GC in OO (was Re: Python 1.6 The balanced language)

Mon Sep 4 13:38:26 EDT 2000

Alex Martelli wrote:
> > Depends on what you mean by "safe". If by "safe" you mean "according to
> > specificiation of the problem", then yes. If by "safe" you mean what
> > language designers mean, which is "defined behavior according to the
> > language specification", then no.
> 
> "safe" as in "will not make the program do things it shouldn't". 

That's begging the question. Now you have to define "should". My payroll
program "shouldn't" pay out a million bucks to the janitor, but it certainly
will if that's what I typed in the source code.

> Whether
> a program crashes because the language specification is violated, or
> because a semantic constraint (precondition) is, it's still a crash 

Err, no. Throwing an exception is not a crash, any more than running
"shutdown" crashes a UNIX computer. On the other hand...

>(and
> not quite as bad as a program NOT crashing but corrupting persistent
> data in subtly-wrong ways...).

... that would be a "crash".

> > In other words, if you change an object to which I'm holding a reference,
> > I'll still do what you told me to.
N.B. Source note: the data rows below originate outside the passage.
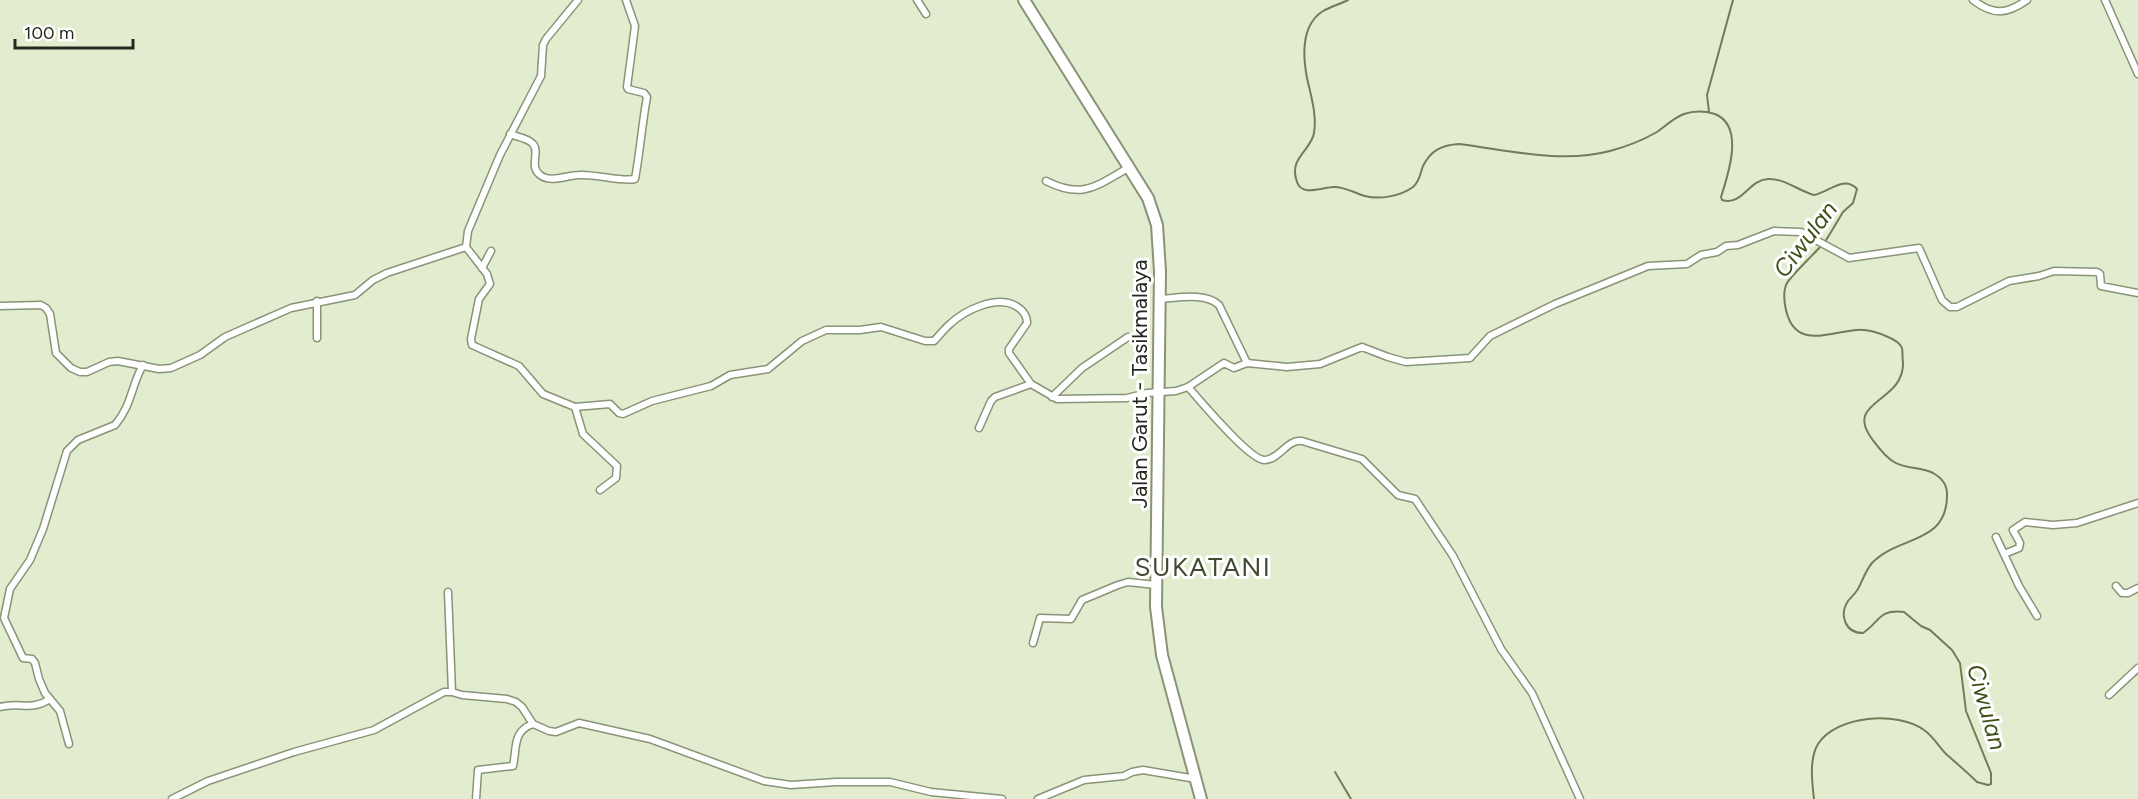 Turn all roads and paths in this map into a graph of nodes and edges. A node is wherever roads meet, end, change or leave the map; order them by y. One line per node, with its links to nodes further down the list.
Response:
1 (578, 0): 10 (street)
2 (626, 0): 10 (street)
3 (917, 0): 8 (street)
4 (1024, 0): 11 (main road, Jalan Garut - Tasikmalaya)
5 (1972, 0): 6 (street)
6 (2027, 0)
7 (2106, 0): 9 (street)
8 (926, 14)
9 (2138, 74)
10 (510, 135): 13 (street)
11 (1130, 167): 12 (street); 17 (main road, Jalan Garut - Tasikmalaya)
12 (1046, 181)
13 (466, 247): 15 (street); 18 (street)
14 (491, 251): 15 (street)
15 (482, 268): 28 (street)
16 (2138, 293): 22 (street)
17 (1160, 299): 22 (street); 26 (main road, Jalan Garut - Tasikmalaya)
18 (317, 302): 21 (street); 23 (street)
19 (0, 306): 23 (street)
20 (1128, 337): 27 (street)
21 (316, 338)
22 (1247, 363): 25 (street)
23 (142, 365): 43 (street)
24 (1031, 384): 27 (street); 28 (street); 29 (street)
25 (1188, 387): 26 (street); 53 (street)
26 (1157, 393): 27 (street); 34 (main road, Jalan Garut - Tasikmalaya)
27 (1052, 397)
28 (575, 407): 30 (street)
29 (979, 428)
30 (600, 490)
31 (2138, 503): 33 (street)
32 (1996, 537): 33 (street)
33 (2004, 554): 38 (street)
34 (1156, 585): 39 (street); 47 (main road, Jalan Garut - Tasikmalaya)
35 (2116, 586): 36 (street)
36 (2138, 588)
37 (448, 592): 41 (street)
38 (2037, 616)
39 (1033, 643)
40 (2138, 668): 42 (street)
41 (452, 692): 45 (street); 48 (street)
42 (2109, 695)
43 (50, 699): 44 (street); 46 (street)
44 (0, 707)
45 (532, 724): 49 (street); 50 (street)
46 (69, 744)
47 (1197, 780): 51 (street); 52 (main road, Jalan Garut - Tasikmalaya)
48 (172, 799)
49 (477, 799)
50 (1002, 799)
51 (1038, 799)
52 (1201, 799)
53 (1580, 799) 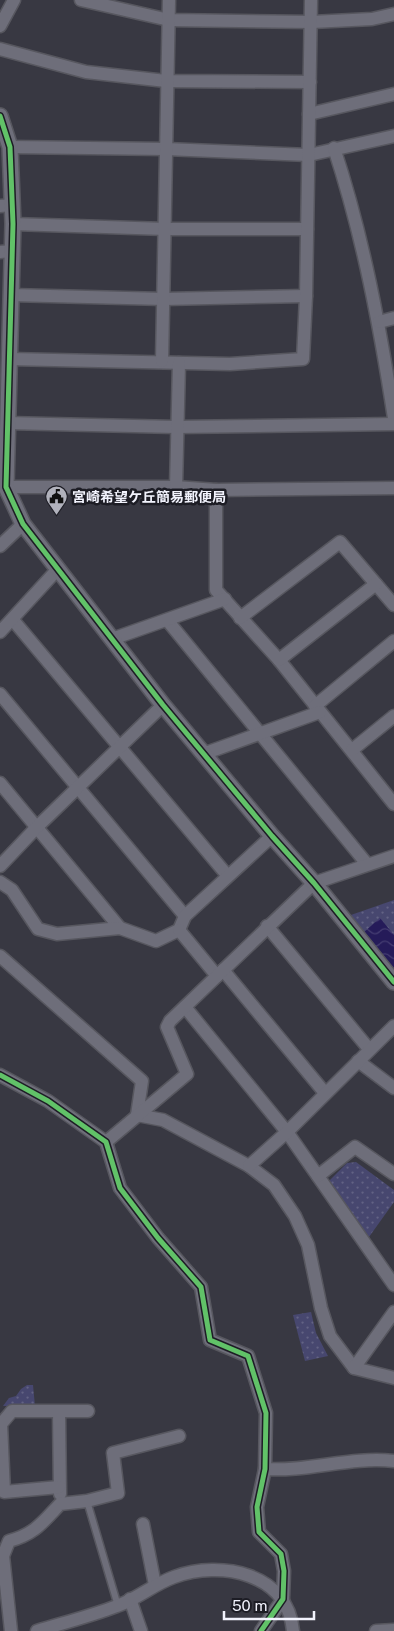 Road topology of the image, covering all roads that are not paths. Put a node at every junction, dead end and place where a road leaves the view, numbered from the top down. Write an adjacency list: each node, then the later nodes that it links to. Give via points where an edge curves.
1 (14, 0): 8 (street)
2 (81, 0): 6 (street)
3 (169, 0): 6 (street)
4 (310, 0): 7 (street)
5 (394, 14): 7 (street, via 372,19)
6 (169, 20): 7 (street); 10 (street)
7 (312, 22): 11 (street)
8 (0, 26)
9 (0, 49): 10 (street, via 86,72)
10 (166, 82): 11 (street); 18 (street)
11 (310, 82): 13 (street)
12 (394, 94): 13 (street)
13 (309, 114): 19 (street)
14 (0, 116): 16 (street)
15 (394, 136): 17 (street)
16 (10, 147): 18 (street); 20 (street)
17 (334, 148): 19 (street); 30 (street, via 350,198)
18 (166, 149): 19 (street); 22 (street)
19 (309, 156): 23 (street)
20 (6, 206): 21 (street)
21 (13, 224): 22 (street); 24 (street)
22 (166, 229): 23 (street); 27 (street)
23 (307, 229): 26 (street)
24 (6, 252): 25 (street)
25 (11, 295): 27 (street); 28 (street)
26 (306, 296): 27 (street); 33 (street, via 303,359 230,364)
27 (164, 299): 32 (street)
28 (5, 316): 31 (street)
29 (394, 318): 30 (street)
30 (379, 322): 35 (street)
31 (10, 359): 32 (street); 34 (street)
32 (162, 361): 33 (street)
33 (179, 363): 38 (street)
34 (4, 385): 36 (street)
35 (394, 418)
36 (7, 423): 38 (street); 39 (street)
37 (394, 424): 38 (street)
38 (176, 427): 40 (street)
39 (3, 487): 40 (street); 43 (street)
40 (176, 487): 42 (street)
41 (394, 488): 42 (street)
42 (216, 490): 47 (street, via 216,590)
43 (23, 524): 44 (street); 45 (street)
44 (0, 546)
45 (58, 570): 50 (street); 53 (street)
46 (376, 584): 48 (street); 49 (street, via 340,542); 55 (street)
47 (224, 599): 49 (street); 51 (street)
48 (394, 605)
49 (240, 618): 55 (street)
50 (13, 620): 52 (street); 61 (street)
51 (167, 620): 53 (street); 60 (street)
52 (0, 632)
53 (112, 639): 57 (street)
54 (394, 641): 58 (street)
55 (278, 660): 58 (street)
56 (0, 694): 65 (street)
57 (163, 705): 61 (street); 63 (street)
58 (318, 709): 60 (street); 62 (street)
59 (394, 716): 62 (street)
60 (261, 735): 63 (street); 70 (street)
61 (119, 747): 65 (street); 72 (street)
62 (352, 750): 66 (street)
63 (204, 754): 68 (street)
64 (0, 783): 67 (street)
65 (78, 787): 67 (street); 75 (street)
66 (392, 797)
67 (37, 826): 71 (street); 77 (street)
68 (272, 836): 72 (street); 74 (street)
69 (394, 856): 70 (street)
70 (367, 864): 74 (street)
71 (0, 866)
72 (228, 875): 75 (street)
73 (0, 882): 77 (street, via 12,890 38,929 57,934)
74 (314, 883): 76 (street); 81 (street)
75 (185, 916): 78 (street)
76 (267, 926): 80 (street); 84 (street)
77 (120, 928): 78 (street, via 156,941)
78 (179, 930): 80 (street)
79 (0, 956): 89 (street, via 142,1081)
80 (220, 973): 82 (street); 88 (street)
81 (394, 982)
82 (185, 1007): 89 (street, via 167,1027 187,1074); 90 (street)
83 (394, 1026): 84 (street)
84 (369, 1049): 85 (street)
85 (358, 1061): 87 (street); 88 (street)
86 (0, 1075): 91 (street, via 48,1101)
87 (394, 1088)
88 (324, 1093): 90 (street)
89 (137, 1116): 91 (street); 92 (street, via 163,1120)
90 (287, 1132): 92 (street); 94 (street)
91 (106, 1142): 103 (street, via 120,1188 201,1288 210,1340 248,1356 266,1413)
92 (249, 1166): 97 (street, via 274,1185 296,1216 308,1244 330,1336)
93 (394, 1174): 94 (street, via 355,1147)
94 (318, 1176): 95 (street)
95 (394, 1285)
96 (394, 1312): 97 (street)
97 (354, 1368): 98 (street)
98 (394, 1378)
99 (59, 1412): 100 (street); 104 (street); 104 (street, via 12,1411 1,1424 4,1492)
100 (88, 1412)
101 (179, 1436): 105 (street, via 113,1453 118,1493)
102 (394, 1461): 103 (street, via 336,1462)
103 (265, 1469): 111 (street, via 257,1507 259,1532 281,1554 284,1571)
104 (59, 1487): 106 (street)
105 (87, 1501): 106 (street); 112 (lane)
106 (60, 1504): 108 (street, via 35,1531)
107 (143, 1524): 109 (street)
108 (4, 1540): 114 (street)
109 (155, 1585): 110 (street); 111 (street, via 176,1576 239,1572 269,1584)
110 (130, 1599): 112 (street); 116 (street)
111 (282, 1599): 117 (street); 118 (street)
112 (118, 1606): 115 (street)
113 (394, 1630): 119 (street)
114 (11, 1631)
115 (37, 1631)
116 (141, 1631)
117 (261, 1631)
118 (293, 1631)
119 (376, 1631)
If you GC an object to which I'm still
> > holding a reference, you can't define the semantics of that operation.
> It's
> 
> But neither can I change the semantics of what happens in other
> cases, e.g. a divide by zero; whether that raises a catchable exception
> or not depends on the language (and possibly on the implementation,
> if the language leaves it as implementation-defined).

Well, I'd say that one of the basic tennants of OO programming is that the
only operations that change the private data of a class are the methods of
that class, yes? Or at least that you need to operate on a reference of an
instance in order to change the value of the instance, which definition
allows for things like Python and Java and such.

Now, if sending a "divide" message to the integer "5" causes it to corrupt
the "Oracle_system_table_interface" object, I'd say you've got a bit of a
data hiding problem.

> Will you therefore argue that a language, to be "object-oriented", must
> give certain fixed semantics to divide-by-zero...?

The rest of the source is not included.